Procès du meurtre de George Floyd: les jurés face à plusieurs options

  • Biden a évoqué «l'angoisse» de la famille de George Floyd dans l'attente du verdict 
  • Quel que soit le verdict, les autorités fédérales, qui mènent leur propre enquête depuis des mois, pourraient décider de poursuivre le policier pour violation des lois américaines sur les droits civiques

MINNEAPOLIS: Après trois semaines de procès, les jurés se sont retirés lundi pour débattre de la culpabilité du policier blanc Derek Chauvin dans la mort de l'Afro-Américain George Floyd. Plusieurs options s'offrent à eux. 

Trois chefs d'accusation  

Derek Chauvin, 45 ans, est jugé pour trois chefs d'accusation et peut être condamné pour l'un d'entre eux, deux d'entre eux ou les trois. Les peines ne se cumulent pas.  
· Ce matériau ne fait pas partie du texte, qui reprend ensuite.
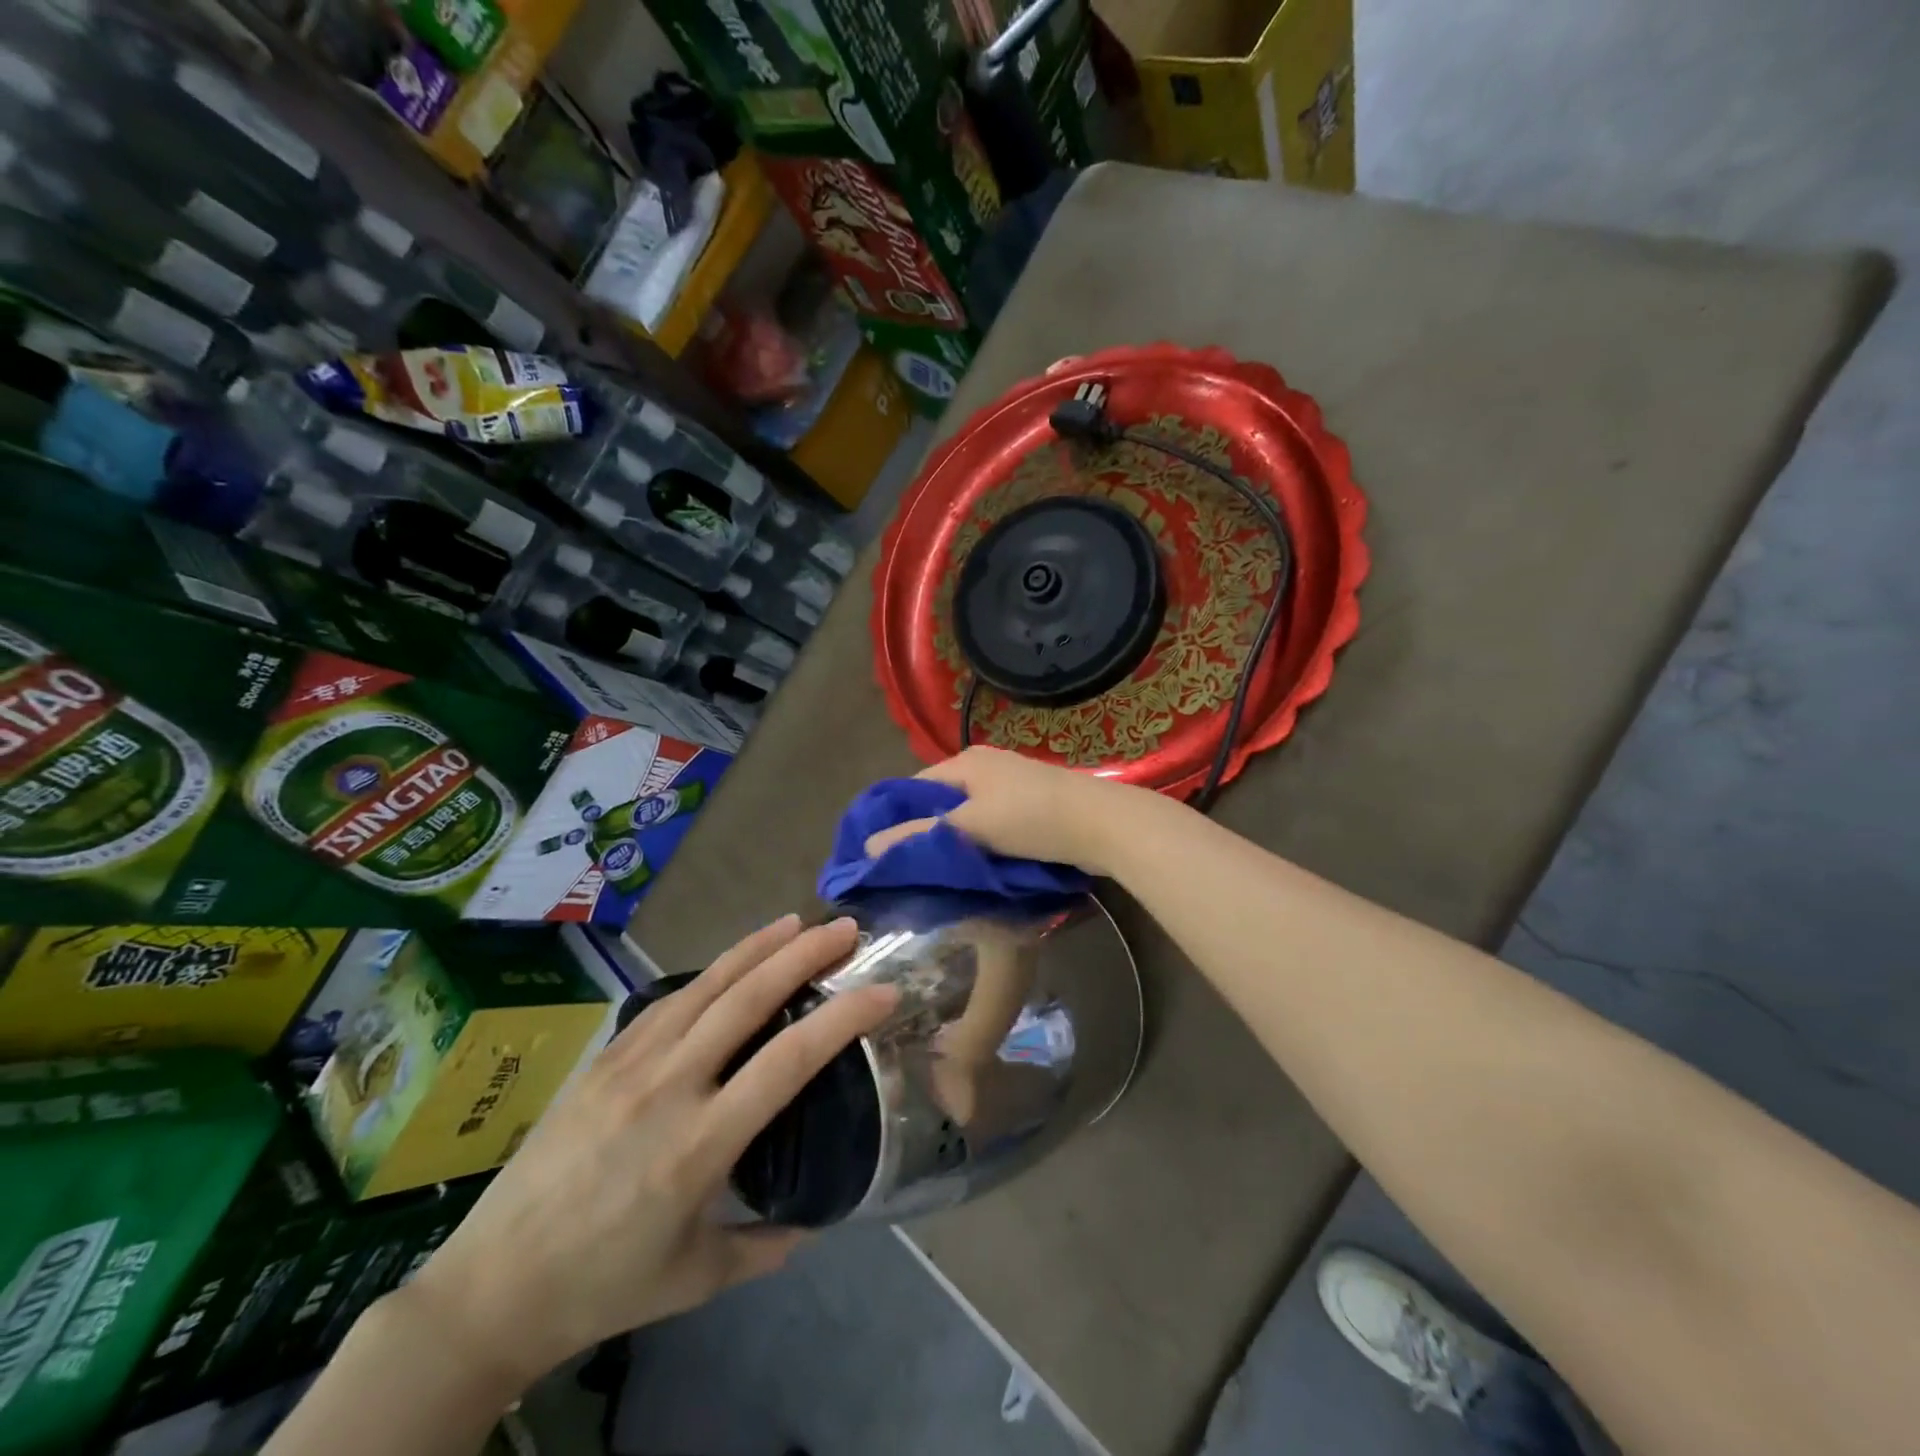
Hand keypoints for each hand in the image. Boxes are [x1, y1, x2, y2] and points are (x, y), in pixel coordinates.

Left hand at [399, 917, 894, 1391]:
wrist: (489, 1287)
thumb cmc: (601, 1286)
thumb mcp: (696, 1279)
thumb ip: (764, 1248)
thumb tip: (814, 1221)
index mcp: (702, 1144)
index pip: (789, 1060)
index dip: (843, 1017)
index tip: (883, 990)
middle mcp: (671, 1087)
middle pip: (749, 999)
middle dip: (804, 954)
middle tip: (846, 927)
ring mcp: (632, 1064)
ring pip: (707, 985)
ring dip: (758, 947)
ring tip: (798, 922)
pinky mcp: (605, 1057)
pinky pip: (669, 1000)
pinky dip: (711, 972)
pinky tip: (732, 961)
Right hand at [862, 747, 1138, 874]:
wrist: (1102, 824)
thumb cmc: (1030, 819)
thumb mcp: (969, 827)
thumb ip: (918, 836)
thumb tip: (867, 846)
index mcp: (965, 761)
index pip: (914, 788)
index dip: (896, 818)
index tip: (883, 854)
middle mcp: (986, 765)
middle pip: (942, 801)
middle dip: (926, 832)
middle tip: (911, 870)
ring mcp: (1012, 783)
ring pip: (969, 814)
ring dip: (956, 840)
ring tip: (941, 874)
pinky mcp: (1033, 804)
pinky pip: (994, 822)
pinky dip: (982, 842)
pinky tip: (978, 866)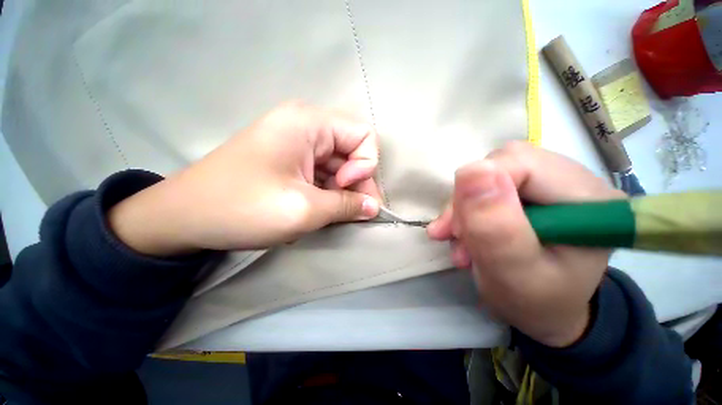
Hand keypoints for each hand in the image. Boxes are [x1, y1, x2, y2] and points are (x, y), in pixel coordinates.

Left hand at [109, 102, 381, 255]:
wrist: (183, 217)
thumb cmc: (242, 208)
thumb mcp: (304, 210)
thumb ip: (346, 207)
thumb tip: (373, 208)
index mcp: (309, 123)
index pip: (364, 135)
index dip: (365, 165)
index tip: (345, 188)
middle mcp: (306, 127)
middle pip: (352, 152)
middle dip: (356, 184)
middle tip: (351, 213)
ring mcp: (297, 145)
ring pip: (339, 167)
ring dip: (340, 193)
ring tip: (328, 216)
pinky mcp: (290, 161)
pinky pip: (322, 175)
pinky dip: (326, 194)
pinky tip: (314, 211)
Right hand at [427, 142, 624, 346]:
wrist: (540, 309)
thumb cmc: (534, 302)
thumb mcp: (512, 273)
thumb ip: (494, 225)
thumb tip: (470, 170)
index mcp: (589, 200)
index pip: (521, 163)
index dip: (479, 189)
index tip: (457, 227)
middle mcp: (574, 180)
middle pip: (503, 164)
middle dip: (468, 200)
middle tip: (457, 235)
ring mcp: (550, 183)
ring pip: (489, 174)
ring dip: (465, 208)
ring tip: (459, 242)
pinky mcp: (528, 190)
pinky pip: (486, 185)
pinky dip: (466, 209)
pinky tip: (462, 234)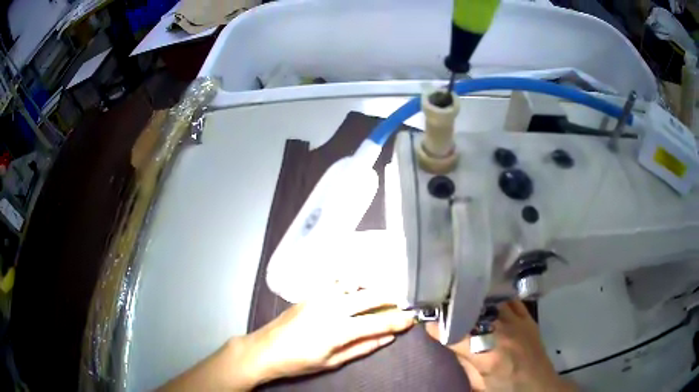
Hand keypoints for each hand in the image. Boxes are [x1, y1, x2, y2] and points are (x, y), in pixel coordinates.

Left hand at [242, 290, 414, 384]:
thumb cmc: (299, 361)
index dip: (397, 321)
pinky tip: (358, 288)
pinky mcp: (311, 293)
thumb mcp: (333, 361)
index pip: (376, 323)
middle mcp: (331, 307)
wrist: (265, 349)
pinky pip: (337, 282)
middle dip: (390, 298)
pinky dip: (353, 282)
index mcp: (337, 330)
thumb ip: (362, 348)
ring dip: (372, 287)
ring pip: (354, 284)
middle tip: (401, 303)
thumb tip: (387, 338)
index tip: (412, 319)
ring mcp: (320, 296)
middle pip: (369, 296)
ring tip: (382, 295)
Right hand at [426, 300, 575, 391]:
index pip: (457, 336)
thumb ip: (464, 362)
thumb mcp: (479, 384)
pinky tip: (486, 296)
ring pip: (491, 302)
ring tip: (461, 297)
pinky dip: (496, 298)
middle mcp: (503, 333)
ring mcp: (518, 322)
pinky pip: (510, 300)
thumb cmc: (506, 389)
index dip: (438, 328)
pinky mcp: (528, 317)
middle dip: (454, 308)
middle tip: (440, 305)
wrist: (539, 385)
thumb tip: (450, 342)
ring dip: (474, 300)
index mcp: (488, 355)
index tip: (426, 321)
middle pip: (474, 313)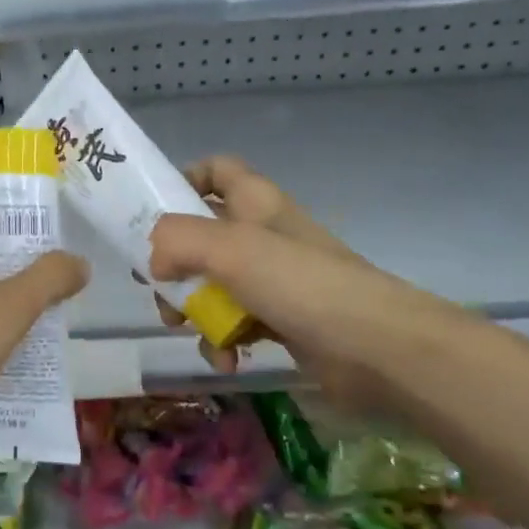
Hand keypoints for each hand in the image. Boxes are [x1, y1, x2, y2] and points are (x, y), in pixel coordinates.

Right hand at [147, 155, 460, 402]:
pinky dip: (222, 341)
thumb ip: (178, 240)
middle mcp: (260, 234)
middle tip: (158, 287)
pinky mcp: (278, 319)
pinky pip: (233, 323)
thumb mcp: (230, 248)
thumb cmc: (300, 284)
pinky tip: (226, 358)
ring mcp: (271, 279)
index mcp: (253, 202)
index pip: (214, 170)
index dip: (183, 181)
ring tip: (186, 329)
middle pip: (199, 235)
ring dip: (192, 310)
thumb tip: (155, 261)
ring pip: (210, 284)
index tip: (153, 213)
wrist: (376, 348)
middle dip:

Il est d'abord inculpé de « second-degree unintentional murder », passible de 12 ans et demi de prison selon le barème établi par l'Etat du Minnesota pour une première condamnation, ce qui est le cas du policier. Mais le juge dispose d'une certaine latitude pour diminuer ou augmenter cette peine, s'il conclut à l'existence de circonstances aggravantes. Ce chef d'accusation, qui fait normalement encourir 40 ans de prison, suppose que Chauvin a tué dans le cadre d'un crime dangereux, même s'il n'avait pas forcément l'intention de causer la mort (comme pour les braquages qui dégénèrent). En revanche il implique que le policier avait l'intention de commettre des violences illégales à l'encontre de George Floyd. 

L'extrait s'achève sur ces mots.